# Sourcing and grouping RSS feeds

There's a lot of focus nowadays on webscraping for information retrieval, but before web-scraping and its questionable ethics there already existed a solution for computer-readable news data.

RSS (Rich Site Summary) feeds publish frequently updated information on the news/pages/documents available from a site.  The RSS document (an xml kind of thing) contains a headline, summary description (usually just one sentence), a picture and a link to the full article or document.  RSS systems are used in RSS reader software and other news aggregation apps to provide information on available stories while minimising overhead (eg; an app for browsing news articles doesn't have to retrieve and load every article/web page in full, just the much smaller amount of information in the RSS document).

So I can use them to create a corpus of summarized news items right?

Info on how to get the RSS docs from https://www.pythonforbeginners.com/feedparser/using-feedparser-in-python

In [None]:
import feedparser
import json
import datetime
import nltk
import importlib

import numpy as np
import pandas as pd

from datetime import datetime
from nltk.tokenize import word_tokenize
from nltk.tag import pos_tag

# For the spacy run
import spacy
from spacy import displacy
from collections import Counter

# Load the english language model
import en_core_web_sm
nlp = en_core_web_sm.load()

In [None]:
# These only need running once on your pc!
nltk.download('punkt')
nltk.download('averaged_perceptron_tagger')

### The BBC feed
Is a fairly straight-forward example

In [None]:
bbc = feedparser.parse("http://feeds.bbci.co.uk/news/rss.xml")

In [None]:
bbc.keys

In [None]:
len(bbc['entries'])

In [None]:
for article in bbc['entries']:
    print(article['title'], article['summary'], article['links'][0]['href'])

### The Reuters feed
Includes a lot of formatting information within the summary field, which is a pain in the ass.  Solved by splitting on "<"

In [None]:
reu = feedparser.parse("http://feeds.reuters.com/Reuters/worldNews")

In [None]:
reu.feed

In [None]:
len(reu['entries'])

In [None]:
for article in reu['entries']:
    print(article['title'], article['summary'].split("<")[0], article['links'][0]['href'])
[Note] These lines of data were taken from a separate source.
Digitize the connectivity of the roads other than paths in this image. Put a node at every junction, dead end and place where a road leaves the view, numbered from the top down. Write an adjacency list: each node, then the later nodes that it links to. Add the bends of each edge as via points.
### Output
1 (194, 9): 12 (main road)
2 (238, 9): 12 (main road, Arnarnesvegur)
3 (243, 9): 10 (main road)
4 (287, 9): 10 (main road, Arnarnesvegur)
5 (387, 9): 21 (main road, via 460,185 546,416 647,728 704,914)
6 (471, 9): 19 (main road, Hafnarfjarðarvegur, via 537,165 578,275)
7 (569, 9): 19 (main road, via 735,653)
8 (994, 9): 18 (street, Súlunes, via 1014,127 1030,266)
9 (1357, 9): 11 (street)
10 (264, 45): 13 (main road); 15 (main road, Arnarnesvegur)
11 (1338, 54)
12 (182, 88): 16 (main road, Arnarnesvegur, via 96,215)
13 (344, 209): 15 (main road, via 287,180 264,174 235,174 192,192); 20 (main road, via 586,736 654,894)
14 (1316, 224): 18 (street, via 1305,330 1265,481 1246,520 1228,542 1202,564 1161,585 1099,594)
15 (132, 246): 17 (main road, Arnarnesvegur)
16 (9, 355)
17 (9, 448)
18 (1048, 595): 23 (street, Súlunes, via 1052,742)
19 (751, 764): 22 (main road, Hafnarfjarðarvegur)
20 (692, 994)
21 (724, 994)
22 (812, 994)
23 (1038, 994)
## 1. Parsing lots of feeds!

Each of these feeds only gives a set number of news stories (to limit overhead/abuse I guess) so lets parse lots of different feeds and build a news corpus.

Lots of different country's world news sites - I sourced all the links from this blog;
https://blog.feedspot.com/world_news_rss_feeds/

In [None]:
feeds_df = pd.read_csv("rss_urls.csv")
feeds_df.head()

In [None]:
# Parse all, drop info you don't want
corpus = []

for index, row in feeds_df.iterrows():
    feed = feedparser.parse(row['url'])
    
    for article in feed['entries']:
    
        try:
            corpus.append({"title":article['title'],                     # News titles
                           "summary":article['summary'].split("<")[0],   # payload (sans any HTML stuff)
                           "date":article['published'],
                           "link":article['links'][0]['href'],           # associated links
                           "source_url":row['url'],
                           "type":row['type'],
                           "retrieval_timestamp":str(datetime.now())})      
    
        except KeyError as e:
            print("failed on ", article, e)

print("Finished!  With {} articles".format(len(corpus)))

In [None]:
for article in corpus:
    print(article['date'])

In [None]:
feed['entries'][0]

In [None]:
# Dump the corpus to file, record the date and time in the filename
filename = "./working/RSS_corpus_{}.JSON".format(datetime.now().strftime("%Y-%m-%d %H:%M").replace(" ", "_") )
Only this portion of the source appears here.